La Maison Blanche ouvre la porte à de nouveaux pourparlers avec l’Iran

La Maison Blanche ouvre la porte à de nouveaux pourparlers avec l’Iran

La Maison Blanche ouvre la porte à de nouveaux pourparlers avec l’Iran

L’administration Biden confirme des discussions préliminaires pour organiser une rencontre diplomatique avec Téhéran. Cette annonce survient alors que les tensions au Moyen-Orient atteignent un niveau critique depuis l’escalade du conflit israélo-palestinien.

Le porte-parole de la Maison Blanche a déclaré que plusieurs canaux diplomatiques restent ouverts avec la République islamique. Ces discussions exploratoires visent à établir les conditions d’un dialogue direct entre Washington et Téhéran.

Un contexte régional explosif

Les combats se sont intensifiés sur quatre fronts simultanés : Gaza, Cisjordanie, frontière libanaise et mer Rouge. L’Iran soutient militairement le Hamas à Gaza et le Hezbollah au Liban, deux organisations classées terroristes par les États-Unis.

Téhéran a fourni des drones Shahed-136 et des missiles balistiques aux groupes armés palestiniens. Les services de renseignement américains estiment que l’Iran a livré plus de 400 drones depuis octobre 2023.

La marine iranienne menace le détroit d’Ormuz, point de passage de 21% du pétrole mondial.

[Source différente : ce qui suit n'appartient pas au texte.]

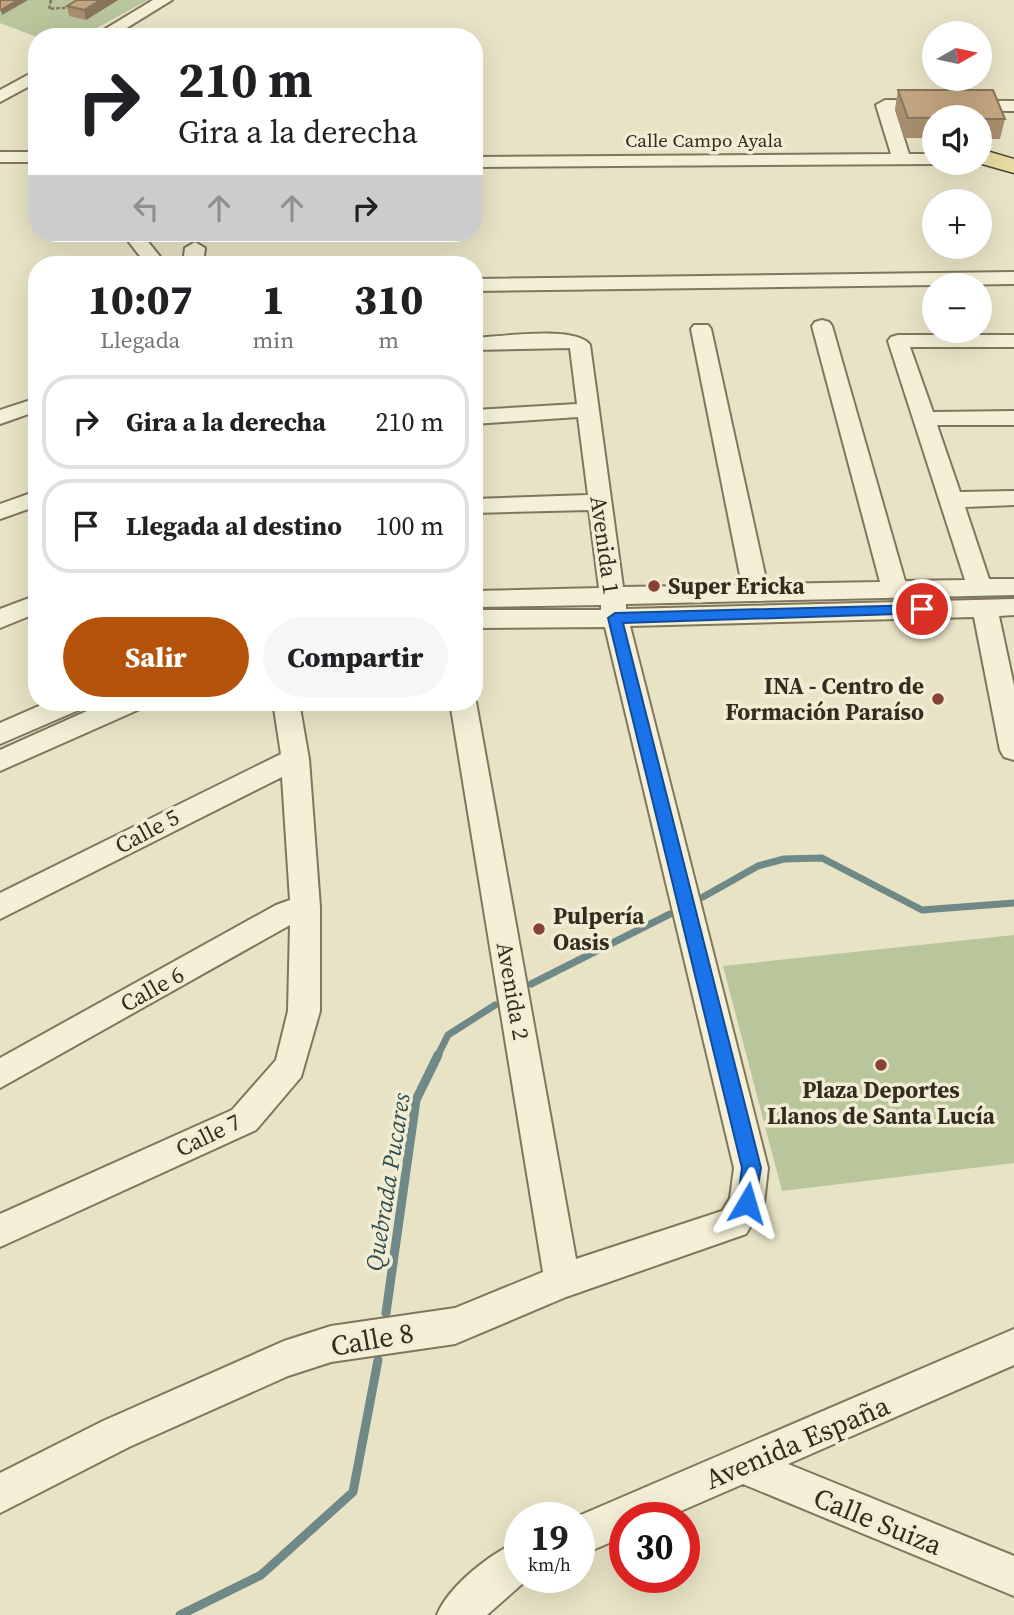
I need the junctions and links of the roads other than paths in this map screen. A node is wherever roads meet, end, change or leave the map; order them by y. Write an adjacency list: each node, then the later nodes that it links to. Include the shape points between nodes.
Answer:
1 (164, 0): 2 (street)
2 (116, 28)
3 (28, 80): 4 (street)
4 (0, 97)
5 (1014, 106): 9 (street, via 885,105)
6 (0, 157): 7 (street)
7 (28, 158)
8 (922, 159): 9 (street, Calle Campo Ayala)
9 (902, 160): 10 (street, Calle Campo Ayala)
10 (483, 162)
11 (140, 242): 12 (street)
12 (151, 256)
13 (1014, 278): 14 (street)
14 (483, 285)
15 (822, 326): 32 (street)
16 (701, 329): 33 (street)
17 (1014, 341): 24 (street, via 898,341)
18 (483, 344): 20 (street, Avenida 1, via 569,340 580,345)
19 (28, 407): 22 (street)
20 (587, 410): 21 (street); 28 (street, Avenida 1)
21 (483, 416)
22 (0, 418)
23 (1014, 418): 24 (street)
24 (923, 419): 26 (street)
25 (1014, 498): 26 (street)
26 (950, 500): 34 (street)
27 (28, 501): 30 (street)
28 (600, 502): 29 (street); 37 (street, Avenida 1)
29 (483, 506)
30 (0, 512)
31 (1014, 587): 34 (street)
32 (895, 590): 33 (street); 34 (street)
33 (756, 593): 37 (street)
34 (982, 598): 37 (street); 38 (street); 45 (street)
35 (483, 600): 37 (street)
36 (28, 607): 39 (street)
37 (614, 607): 40 (street); 53 (street, Avenida 1, via 751,1168)
38 (1014, 607)
39 (0, 618)
40 (483, 618)
41 (52, 711): 46 (street)
42 (111, 711): 49 (street)
43 (287, 711): 48 (street, Calle 7)
44 (465, 711): 55 (street, Avenida 2)
45 (1010, 712): 47 (street)
46 (0, 734)
47 (1014, 750)
48 (295, 759): 50 (street, Calle 5); 51 (street, Calle 7)
49 (0, 761)
50 (0, 907)
51 (305, 907): 52 (street, Calle 6, via 286,913); 54 (street, Calle 7, via 304,1011 290,1067 244,1119)
52 (0, 1074)
53 (747, 1203): 55 (street, Calle 8, via 734,1223)
54 (0, 1231)
55 (562, 1281): 58 (street, Calle 8, via 455,1326 331,1344 284,1359 116,1434)
56 (1014, 1347): 57 (street, Avenida España)
57 (743, 1465): 59 (street, Avenida España); 61 (street, Calle Suiza)
58 (0, 1494)
59 (595, 1529)
60 (504, 1571): 62 (street)
61 (1014, 1576)
62 (457, 1615)

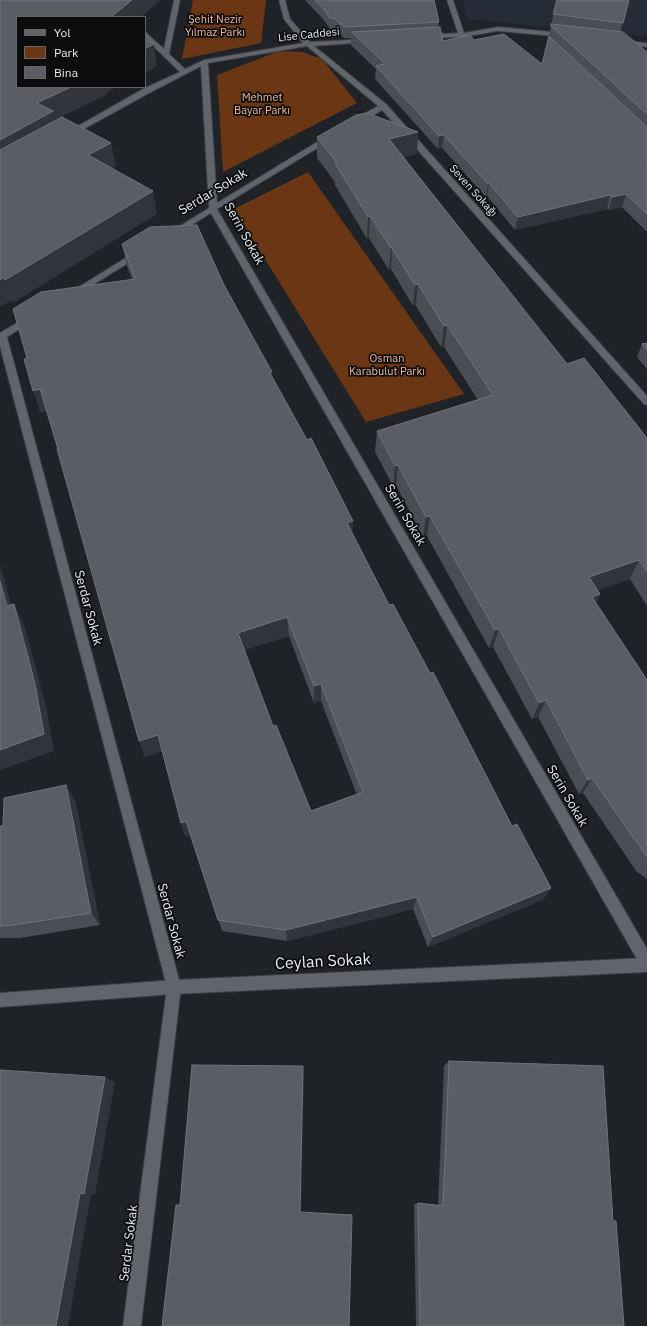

Les prix du baril ont bondi de 15% en trois semaines, atteignant 95 dollars.

Les précédents diplomatiques

Barack Obama avait signé l’accord nucléaire iranien en 2015, levant une partie des sanctions économiques. Donald Trump s’était retiré unilatéralement de cet accord en 2018, rétablissant un embargo total.

Biden avait tenté de relancer les négociations en 2021. Six rounds de pourparlers à Vienne ont échoué sur la question de l’enrichissement d’uranium. L’Iran produit aujourd’hui de l’uranium enrichi à 60%, proche du niveau militaire de 90%.

L’Agence internationale de l’énergie atomique confirme que Téhéran dispose de 128 kilogrammes d’uranium hautement enrichi, suffisant pour fabriquer trois bombes nucléaires.

Les enjeux économiques

Les sanctions américaines ont fait chuter le PIB iranien de 35% depuis 2018. L’inflation dépasse 40% et la monnaie nationale a perdu 80% de sa valeur face au dollar.

Washington pourrait proposer un allègement ciblé des sanctions pétrolières. L’Iran exporte actuellement 1,3 million de barils par jour via des circuits parallèles, principalement vers la Chine.

Les entreprises européennes réclament un retour sur le marché iranien. Total, Shell et Eni ont perdu des contrats représentant 47 milliards d’euros de revenus potentiels depuis 2018.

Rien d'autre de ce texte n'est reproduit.